A quick test on one of my Linode 512s for a 60MB copy took about 2 seconds, and I managed to catch an I/O wait status of 10% in one of those seconds.
It might be interesting to check an "hdparm -t" test on your Linode. It's a read test, but I'm pretty sure will still suffer similarly under contention. Numbers can vary widely, but I think even in poor circumstances I've seen decent double digit MB/s on my Linodes, and most often it's 100+.
– David
If there are anythings in my mysql conf you see that should be tweaked I'd love to hear about it though. No reason not to fix things just because they haven't caused a problem yet.
I'm probably going to spend some time intentionally trying to make it thrash but I'm hopeful at this point.
I just did a full backup copy and update to 2.0 in 15 minutes. It trashed a bit and did some serious disk IO(it is 250+MB of data and I was changing column types, migrating data, adding indexes…) however I was able to browse the primary forum during it, It did slow down at times and I did have a couple of 500 errors but it worked.
Last time I tried this I had the entire place in 500 errors for an hour before I gave up.
@rdaruszka:
Okay there was definitely something up on that node.
You mean your (Li)node, or the physical "host"?
@rdaruszka:
Just heard back from linode, they tweaked some settings and I reran the disc copy. It completed in under a second. Fiddles with a couple mysql things and they completed reasonably quickly as well.
Excellent. That sounds like more typical performance.
> If there are anythings in my mysql conf you see that should be tweaked I'd love to hear about it though. No reason not to fix things just because they haven't caused a problem yet.

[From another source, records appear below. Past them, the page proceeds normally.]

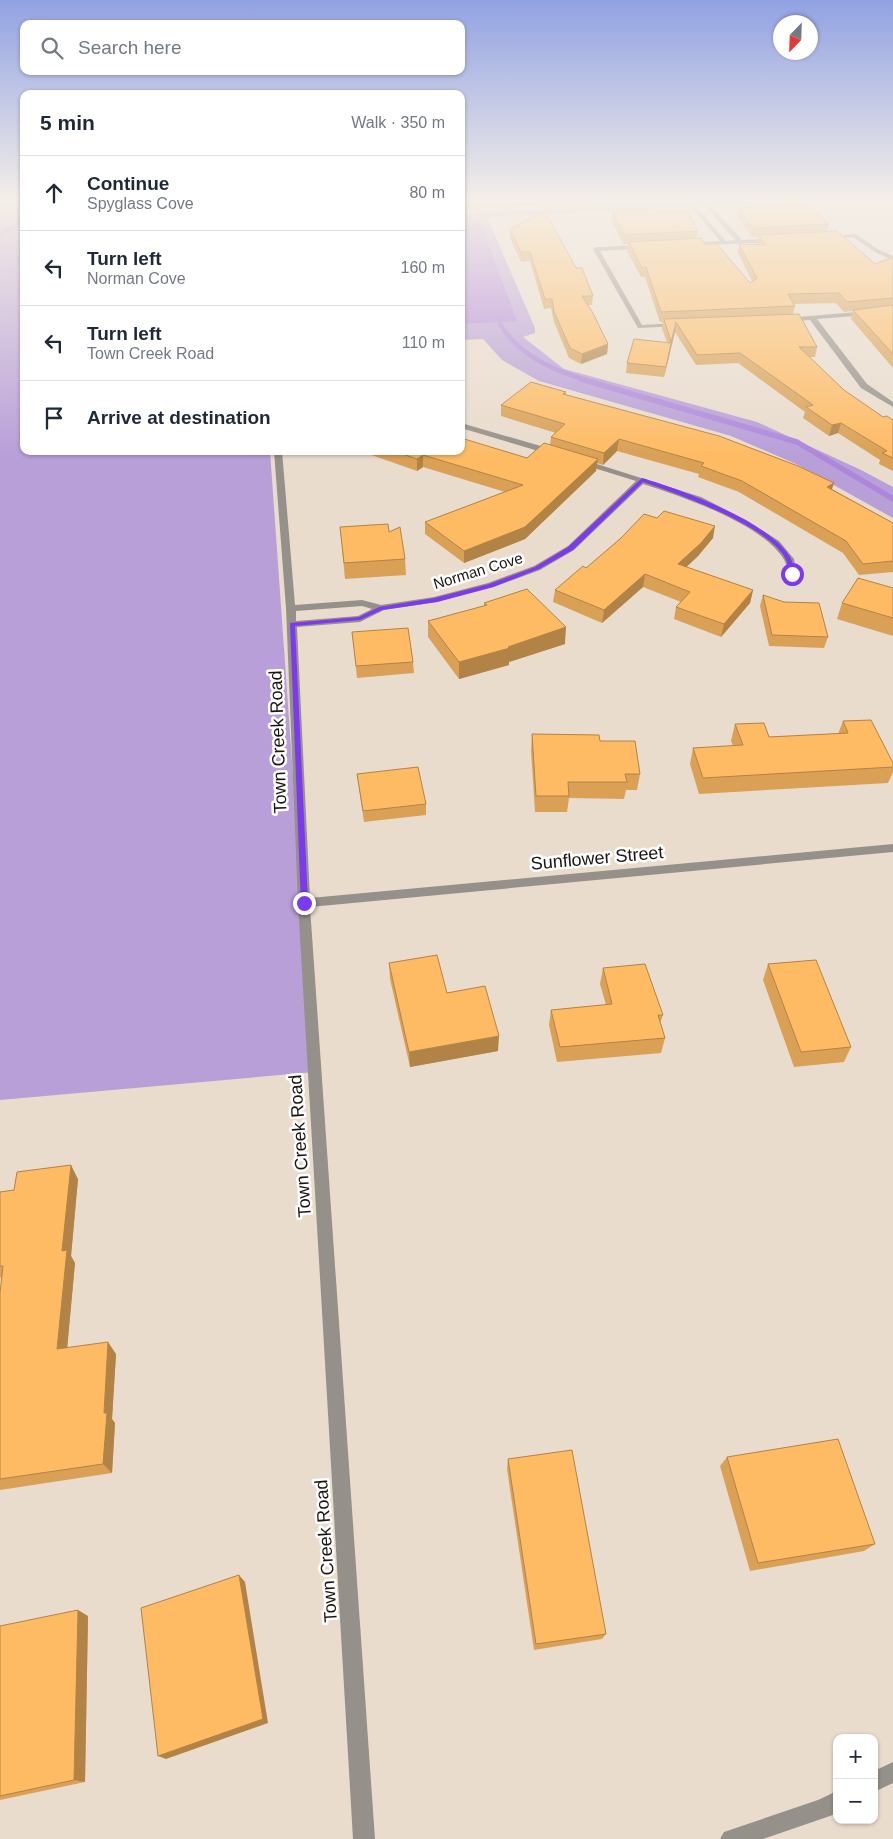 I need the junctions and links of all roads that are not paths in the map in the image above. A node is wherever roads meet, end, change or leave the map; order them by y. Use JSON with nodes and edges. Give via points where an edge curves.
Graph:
{"nodes":[{"id":1,"x":616,"y":285,"type":"edge"},
{"id":2,"x":893,"y":311,"type":"edge"},
{"id":3,"x":813,"y":319,"type":"junction"},
{"id":4,"x":774,"y":321,"type":"edge"},
{"id":5,"x":688,"y":325,"type":"edge"},
{"id":6,"x":893,"y":405,"type":"edge"},
{"id":7,"x":465,"y":426,"type":"edge"},
{"id":8,"x":278,"y":455,"type":"edge"},
{"id":9,"x":566,"y":457,"type":"edge"},
{"id":10,"x":575,"y":460,"type":"edge"},
{"id":11,"x":642,"y":480,"type":"junction"},
{"id":12,"x":792,"y":574,"type":"dead end"},
{"id":13,"x":292,"y":608,"type":"junction"},
{"id":14,"x":381,"y":608,"type":"junction"},
{"id":15,"x":292,"y":624,"type":"junction"},
{"id":16,"x":893,"y":848,"type":"edge"},
{"id":17,"x":304,"y":903,"type":"junction"},
{"id":18,"x":893,"y":1772,"type":"edge"},
{"id":19,"x":878,"y":1780,"type":"edge"},
{"id":20,"x":833,"y":1804,"type":"edge"},
{"id":21,"x":364,"y":1839,"type":"edge"},
{"id":22,"x":731,"y":1839,"type":"edge"}],
"edges":[{"from":1,"to":5,"type":"street","via":[[640,327]]},
{"from":2,"to":3,"type":"street"},
{"from":3,"to":4,"type":"street"},
{"from":3,"to":6,"type":"street","via":[[864,386]]},
{"from":7,"to":9,"type":"street"},
{"from":8,"to":13,"type":"street","name":"Town Creek Road"},
{"from":10,"to":11,"type":"street"},
{"from":11,"to":12,"type":"street","via":[[698,499],[745,523],[776,543],[789,559]]},
{"from":11,"to":14,"type":"street","name":"Norman Cove","via":[[570,548],[537,568],[491,585],[434,600]]},
{"from":13,"to":14,"type":"street","name":"Norman Cove","via":[[362,603]]},
{"from":13,"to":15,"type":"street","name":"Town Creek Road"},
{"from":14,"to":15,"type":"street","name":"Norman Cove","via":[[360,618]]},
{"from":15,"to":17,"type":"street","name":"Town Creek Road"},
{"from":16,"to":17,"type":"street","name":"Sunflower Street"},
{"from":17,"to":21,"type":"street","name":"Town Creek Road"},
{"from":18,"to":19,"type":"street"},
{"from":20,"to":22,"type":"street"}]} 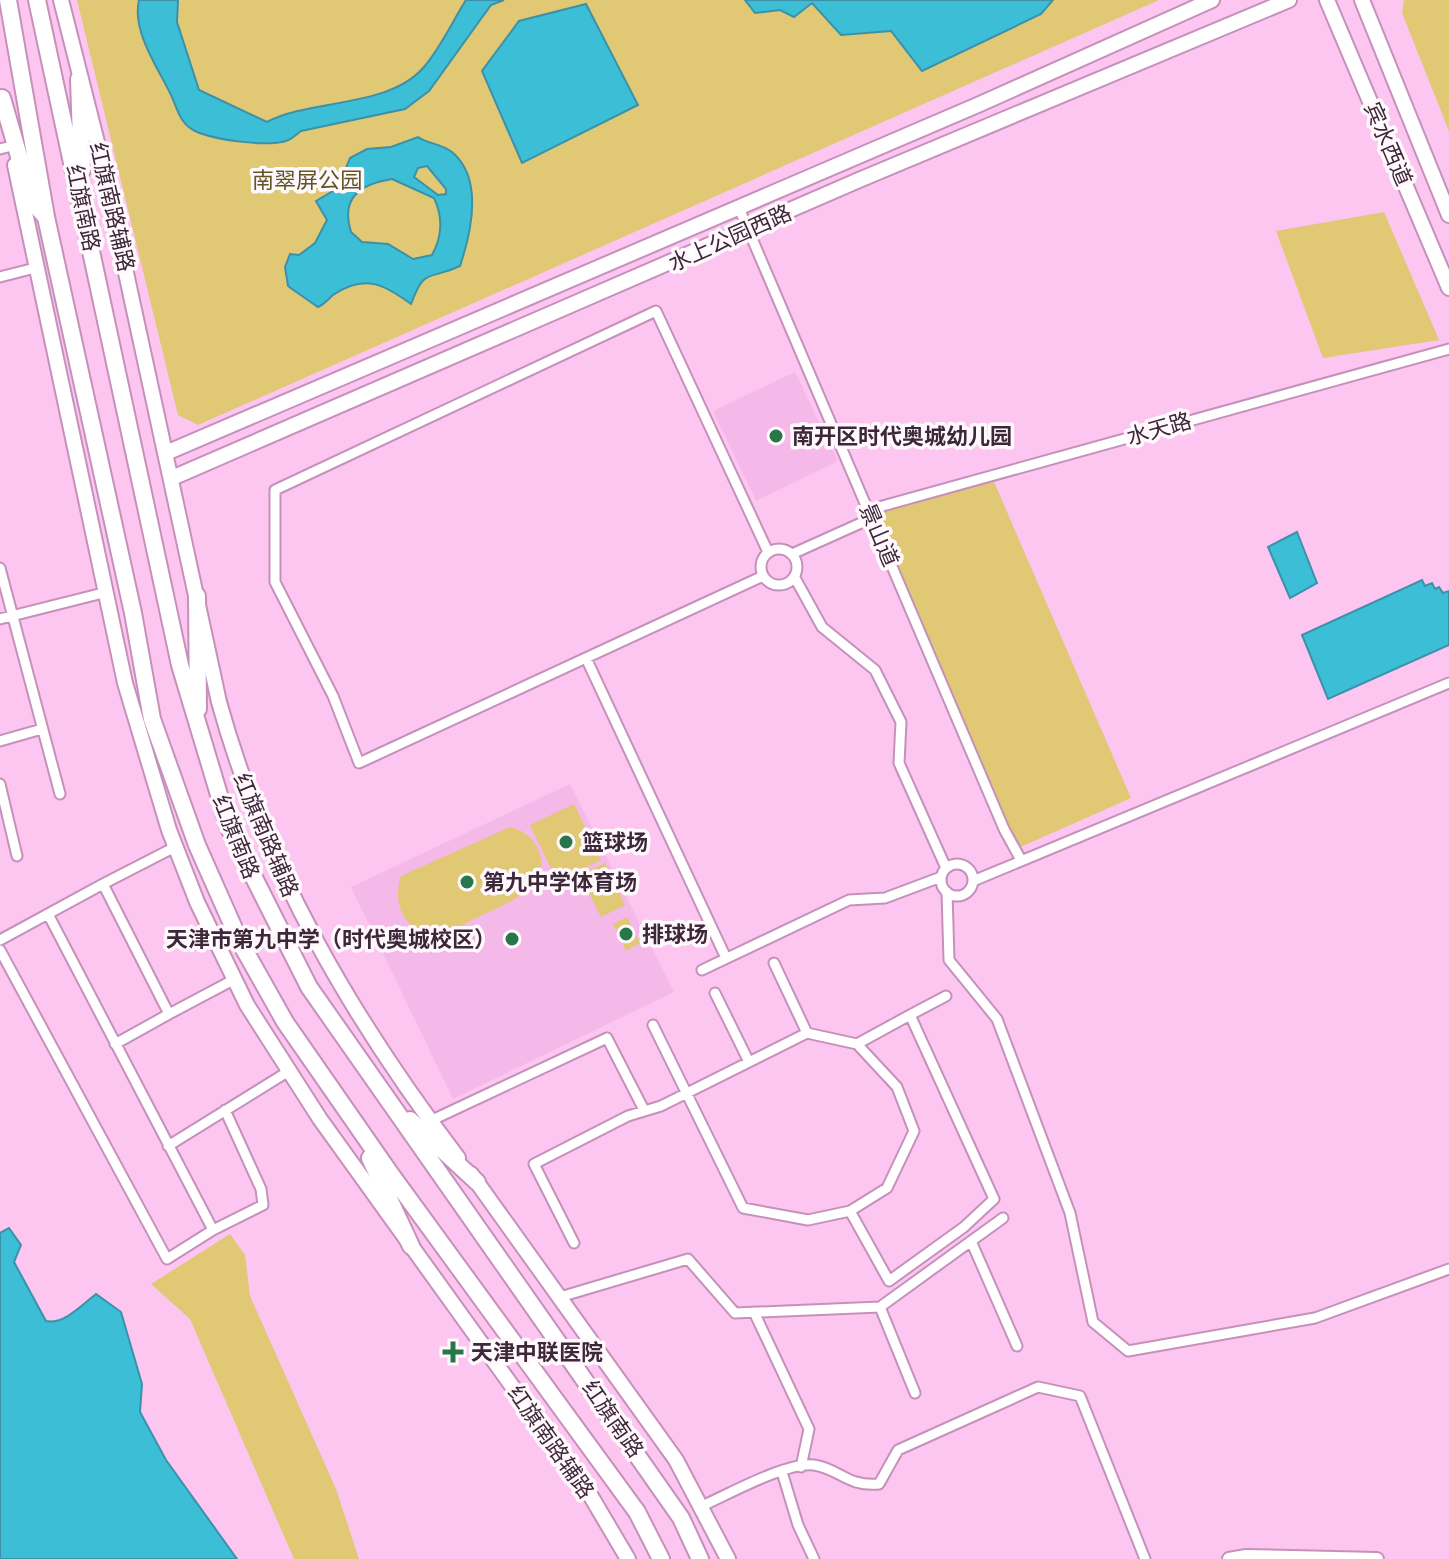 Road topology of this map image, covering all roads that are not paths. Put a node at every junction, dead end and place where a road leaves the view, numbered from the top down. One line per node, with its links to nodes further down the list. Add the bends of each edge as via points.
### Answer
1 (8, 0): 14 (highway, 红旗南路)
2 (37, 0): 13 (highway, 红旗南路)
3 (61, 0): 8 (main road, 红旗南路辅路)
4 (1212, 0): 11 (main road, 水上公园西路)
5 (1289, 0): 15 (main road, 水上公园西路)
6 (1327, 0): 18 (main road, 宾水西道)
7 (1362, 0): 12 (main road, 宾水西道)
8 (79, 79): 13 (highway); 20 (main road, 红旗南路辅路)
9 (1, 94): 10 (main road, 红旗南路辅路); 14 (highway, via 32,201)
10 (6, 148): 16 (main road, 红旗南路辅路)
11 (739, 208): 15 (street, 景山道); 20 (main road, 水上公园西路)
12 (1449, 215)
13 (85, 216): 35 (highway, 红旗南路)
14 (46, 217): 68 (highway, 红旗南路, via 152,719 197,845 240,942 285,1022)
15 (750, 230): 21 (main road, 水上公园西路); 22 (street, 景山道)
16 (35, 268): 17 (street); 28 (main road, 红旗南路辅路)
17 (0, 277)
18 (1449, 288)
19 (1449, 349): 22 (street, 水天路)
20 (166, 453): 21 (main road, 红旗南路辅路)
21 (172, 478): 29 (main road, 红旗南路辅路)
22 (870, 514): 24 (street, 水天路); 42 (street, 景山道)
23 (768, 552): 24 (street); 26 (street, via 762,561); 32 (street, via 656,311 275,490 275,582 333,696 359,763)
24 (792, 554): 27 (street)
25 (0, 568): 30 (street)
26 (763, 576): 27 (street, via 778,586); 32 (street)
27 (795, 578): 43 (street, via 822,627 875,670 901,722 899,763)
28 (107, 592): 30 (street); 40 (main road, 红旗南路辅路, via 125,683)
29 (197, 596): 35 (highway); 69 (main road, 红旗南路辅路, via 231,747 268,849 347,999)
30 (11, 617): 31 (street); 34 (street)
31 (0, 619)
32 (586, 658): 50 (street)
33 (1449, 683): 42 (street)
34 (42, 729): 36 (street); 38 (street)
35 (198, 735): 65 (highway, 红旗南路, via 229,828 259,893 309,987)
36 (0, 741)
37 (0, 784): 39 (street)
38 (60, 794)
39 (5, 824): 41 (street)
40 (175, 847): 45 (street); 53 (main road, 红旗南路辅路)
41 (17, 856)
42 (1021, 860): 44 (street)
43 (944, 872): 44 (street, via 956,864 967,866); 46 (street); 50 (street, via 885,898 849,900)
44 (973, 881): 46 (street, via 966,893)
45 (103, 884): 47 (street); 56 (street)
46 (947, 892): 78 (street, via 949,960 997,1019 1070,1213 1093,1322 1128,1351 1315,1318)
47 (48, 914): 48 (street); 60 (street)
48 (0, 940)
49 (0, 950): 74 (street, via 167,1259)
50 (726, 958): 52 (street)
51 (774, 963): 59 (street)
52 (702, 970)
53 (235, 979): 56 (street); 63 (main road, 红旗南路辅路)
54 (715, 993): 62 (street)
55 (946, 996): 57 (street)
56 (169, 1014): 60 (street)
57 (910, 1015): 61 (street); 72 (street, via 994,1199 889,1281)
58 (653, 1025): 64 (street)
59 (807, 1033): 61 (street); 62 (street)
60 (115, 1044): 70 (street)
61 (857, 1044): 72 (street, via 897,1087 914,1131 887,1188)
62 (749, 1062): 64 (street)
63 (289, 1071): 66 (street); 77 (main road, 红旗南路辅路)
64 (687, 1093): 67 (street); 72 (street, via 743,1208 808,1220)
65 (386, 1098): 71 (highway); 89 (highway, 红旗南路, via 681,1518)
66 (225, 1110): 70 (street); 74 (street, via 261,1189 263,1205)
67 (644, 1110): 69 (street, via 607,1038); 76 (street, via 534,1164)
68 (351, 1116): 77 (highway); 88 (highway, 红旗南路, via 637,1512)
69 (430, 1121): 71 (main road, 红旗南路辅路)
70 (168, 1146): 74 (street)
71 (477, 1182): 79 (main road, 红旗南路辅路)
72 (850, 1211)
73 (1003, 1218): 75 (street)
74 (213, 1230)
75 (971, 1241): 80 (street); 82 (street)
76 (574, 1243)
77 (411, 1246): 87 (main road, 红旗南路辅路, via 589,1493)
78 (1449, 1269)
79 (560, 1297): 81 (street, via 688,1259 735,1313); 86 (main road, 红旗南路辅路, via 676,1460)
80 (880, 1307): 81 (street); 83 (street)
81 (754, 1312): 84 (street, via 809,1429)
82 (1017, 1346)
83 (915, 1393)
84 (801, 1467): 85 (street); 92 (street, via 813,1465 860,1486 879,1484 898,1450 1038,1387 1080,1396)
85 (782, 1472): 86 (street); 91 (street)
86 (702, 1506): 90 (main road, 红旗南路辅路)
87 (628, 1559)
88 (661, 1559)
89 (700, 1559)
90 (728, 1559)
91 (814, 1559)
92 (1145, 1559)
93 (1229, 1559): 94 (street)
94 (1377, 1559)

Not sure if the "you" here was aimed at my post or just more in general, but just in case it's the former and lest you feel ignored, I'm a PostgreSQL guy, so my mysql experience is too limited to be of much help.
– David
Right now I'm feeling good about my server once again, but plan to keep on this MySQL thing until I'm sure I've tuned it as good as I can.